Luckily, my courage outshone my fears and I ended up getting the position. Yet that voice persisted, underscoring my lack of perfection. "You can't, you won't succeed if you aren't perfect." While this will resonate for men and women alike, I do want to target the ladies here for just a moment. Research has shown that in general, women have more of an innate tendency to be less aggressive when it comes to their careers, from interviewing for a job, to asking for salary adjustments, to talking about aspirational career paths.

It's the demoralization we experience when questioning our core competencies and self-worth, and all due to an absurd belief that we must be perfect first before success can happen to us (men and women alike):
  • "What if you aren't as qualified as other candidates since you don't have x, y, or z."
  • "What if you fail?"
  • "What if people don't follow you?"
  • "What if people don't like you?"
  • "What if the hiring leader doesn't like the questions you pose, or the demands you make?"
  • "What if you aren't considered since you are a telecommuter?"

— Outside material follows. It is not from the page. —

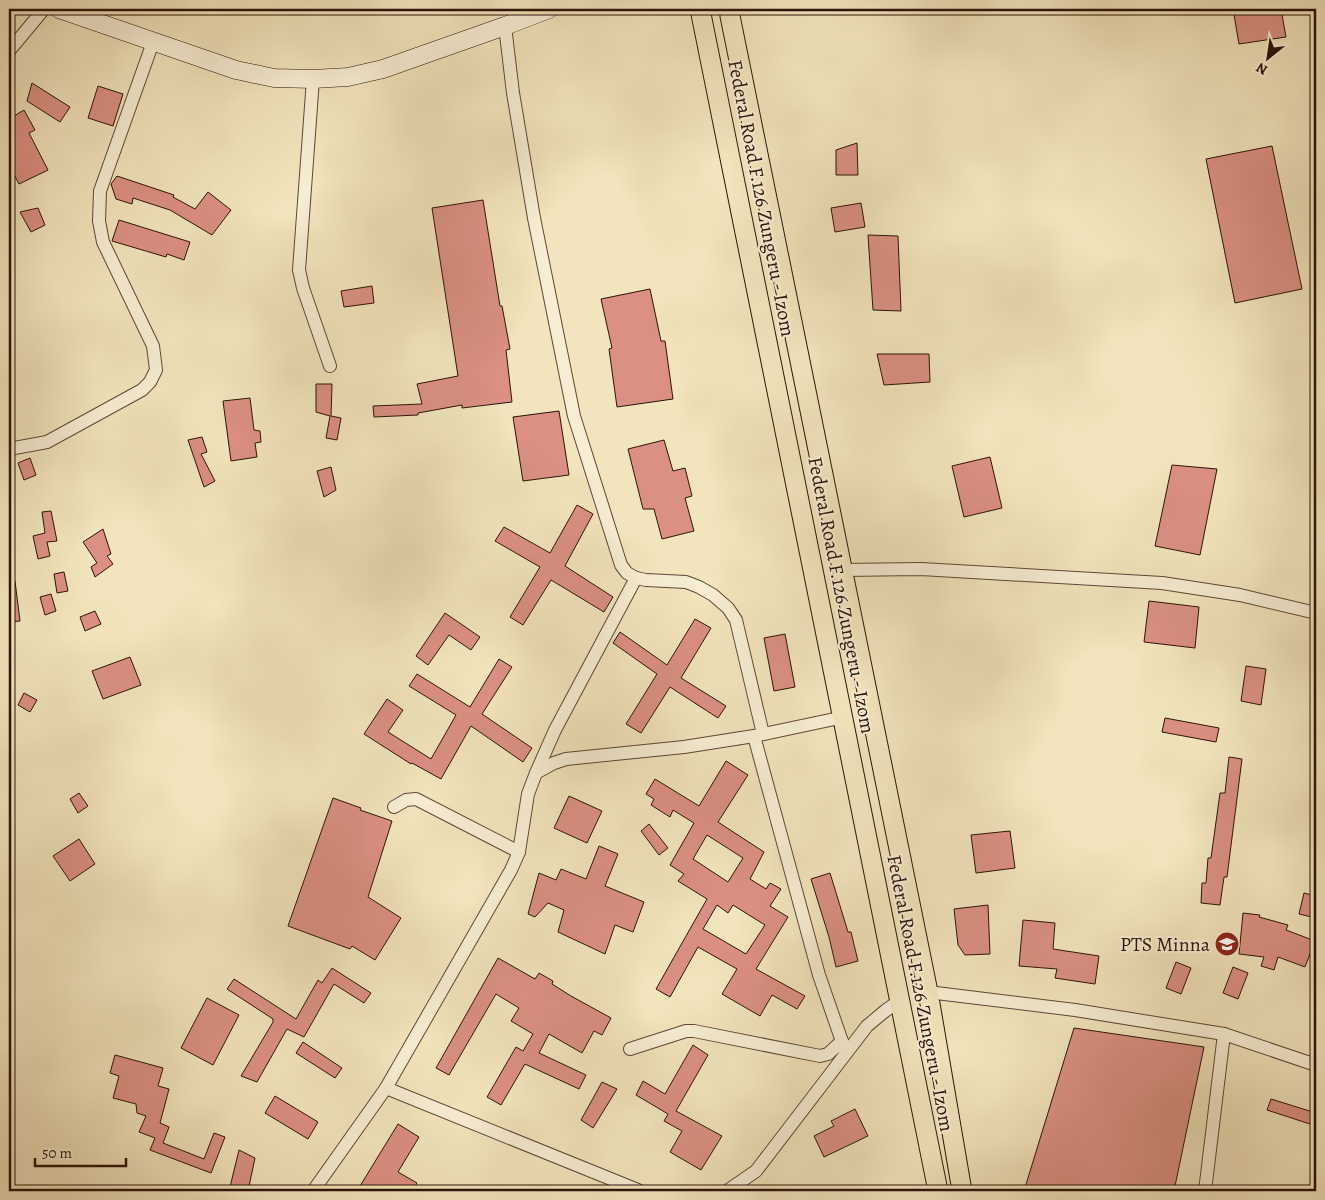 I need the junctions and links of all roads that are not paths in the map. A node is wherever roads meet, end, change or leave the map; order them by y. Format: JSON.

A year ago, a female mentor and successful business woman provided me with career-changing counsel (which I recently passed on to two women aspiring in their own careers). I sum it up to this -- Don't underestimate and undersell your imperfect yet brilliant self.

Success doesn't happen because of your perfection. It will happen because of your imperfections and the stumbles you'll experience along the way. It's those stumbles that define and set you apart from everyone else.

As such, let me share the ingredients that helped me to aspire in my career and as a leader recently.

  1. Be able to pitch your career path. Know what it is that you want and what you excel at, so that you could authentically pitch it to anyone, anytime in a 1-minute elevator ride. That said, know that it will change over the years and as you grow and as your paths shift.

  • Be curious and ask the dumb questions. I say "dumb" because that is how you will undoubtedly perceive them. But I promise you, they're not dumb and you should pose them all, whether in an interview or in a meeting or whatever. Inject some humor if it makes you feel better, like "Hey, I may be the only dumbass here for asking these questions, but I'll own it if you can help me fill in the blanks."
  • Be candid and voice what you want. Don't anticipate rejection or disappointment. Expect the opposite, whether it's asking for a salary adjustment to reward high performance or representing why you should be considered for a role you thought out of your league.
  • And above all, BE COURAGEOUS! Don't make excuses about your pit falls. Stand tall, confident, and share examples about how you've kicked ass. And for those worried about coming off as conceited (like me), humility will shine through in other ways later on (and should be a behavior you embrace...but that is a topic for another blog!).
  • While I am still (and expect always will be) a work in progress, I endeavor to inject at least one of the aforementioned ingredients into my daily life. It's what perpetually forces me out of and away from that paralyzing pit of perfection. It's what impels me to be take those uncomfortable risks.

    And hey, none of this is rocket science. You've all likely read about similar principles or advice in other forums. Here's why I share my journey...if I am able to impassion just ONE of you to initiate your own similar journey, then I've contributed a little something of value to the universe and that would make me brilliantly happy.

    I should call out that my husband read an initial draft of this blog and said "People won't get how hard you worked the last 2 years. You've over simplified it...they should know more." So in an effort to remain succinct in the 500-1000 word range, but still give you a sense of how many bruises I got along the way, let me say that it was a bumpy ride and that it didn't happen overnight. But it all started with getting fired up enough to instigate what ensued in 2014.

    So I leave you with the message my mentor shared with me -- don't underestimate and undersell your imperfect yet brilliant self. Your own journey may not mirror mine, but it will propel you to new (albeit scary) career heights.